Anyway, I like them but my boyfriend doesn’t. So even though he doesn’t complain when I make them, there are no compliments either, only when I hide them in a soup does he happily spoon them away.  This red lentil soup is very filling, so great when your stomach is calling you.

Red lentil soup

1 carrot

1 capsicum, red or yellow

1 cup red lentils

6 garlic cloves

1 onion

1 small chili pepper

1 lemon

Ground cumin

Salt and Pepper


Homemade stock or stock cubes (homemade stock is always preferable)

Cut the onions, garlic, carrot and capsicum small. If you like a spicy soup, you can also cut up the pepper, otherwise just cook it in a whole.

Warm some oil in a soup pan and sauté the onions, add the garlic and the pepper, sauté for another minute and add the carrot and capsicum. Sauté everything together for another 3 minutes without browning it and add the lentils.  Mix the lentils with the vegetables and poor in 3 cups of stock. The lentils will soak up some liquid so check after a while if there is still enough stock, if not add some more. The vegetables should be covered in stock.
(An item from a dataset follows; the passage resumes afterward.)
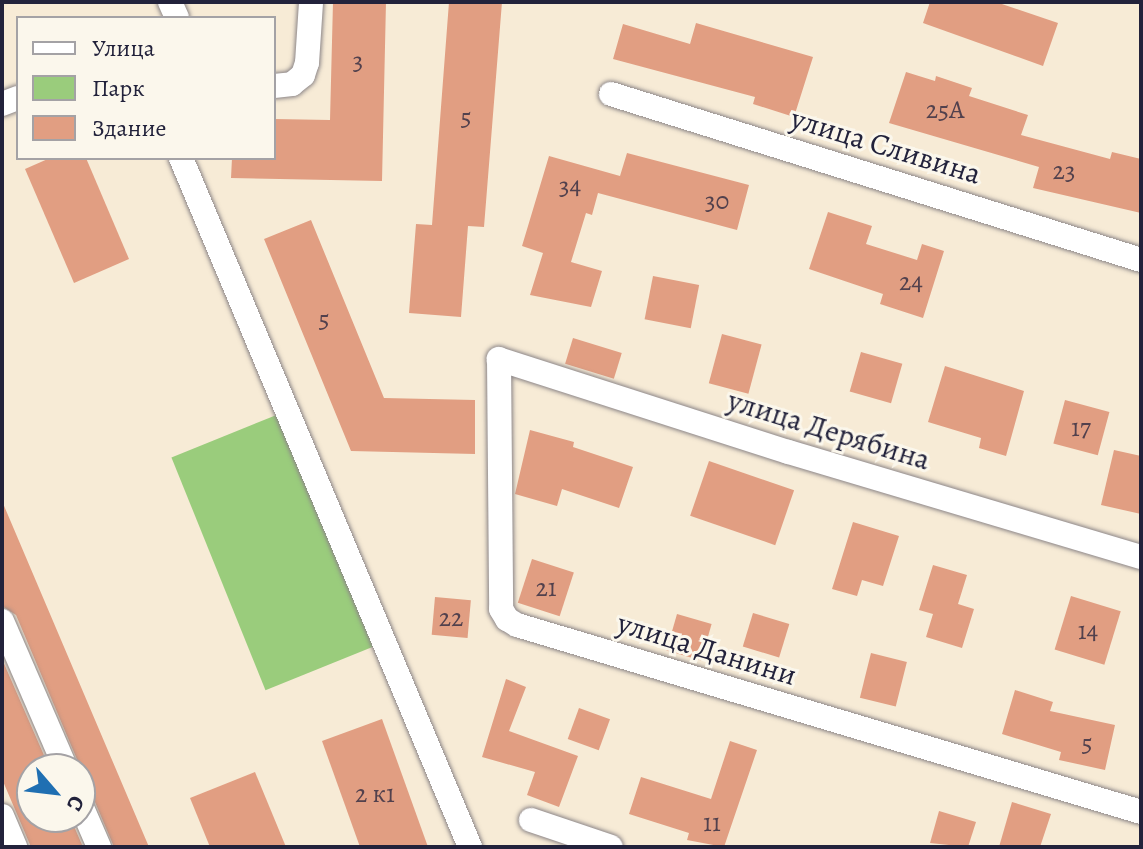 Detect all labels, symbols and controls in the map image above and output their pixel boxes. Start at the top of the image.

When the lentils have lost their shape and the carrots are soft, the soup is ready. Add juice of half a lemon and taste if it needs some more. Season with cumin, pepper and salt to taste and garnish with some chopped parsley. You can play with the seasoning; maybe add some curcuma, masala kerrie or paprika.

December 14th 2009

I made almost the same soup today but instead of serving it like it is, I pureed the soup and added some left over shredded chicken. I replaced the cumin powder with coriander powder. I used home made chicken stock and cut back on the lemon. A very different soup with only minor adjustments.

Roasted Garlic

There are many good things I can say about garlic but the main thing is; it is delicious and healthy at the same time.  Garlic and onion are used as a basis for many dishes but can also be great stand alone. I made this the other night for some friends, we had a nice ciabatta to spread the garlic on, I should have made more, it is so easy and disappears so fast.

You can keep it in the fridge and add it to other dishes as well. You can also mince it into a paste and serve it like that but I like to scoop out the toes and spread it on the bread myself. Of course this is not something I invented; it is a very well and wide spread phenomenon but just for the few who are still unaware of this heavenly treat.


Roasted garlic!

garlic head(s)

olive oil

dried herbs like thyme or rosemary

pepper and salt

Cut of the end of the garlic so you display the top of the toes. Take away some of the paper skin. Put a layer of olive oil in a little baking dish, sprinkle some herbs, pepper and salt and put the garlic head with the cut side down in the oil. Cover the dish with aluminum foil and put in the oven for about 40-60 minutes on 200c. When you take it out of the oven, let it cool down before serving. If you don’t have a little baking dish, just make a little package of aluminum foil and pack the garlic head in there with the oil and herbs.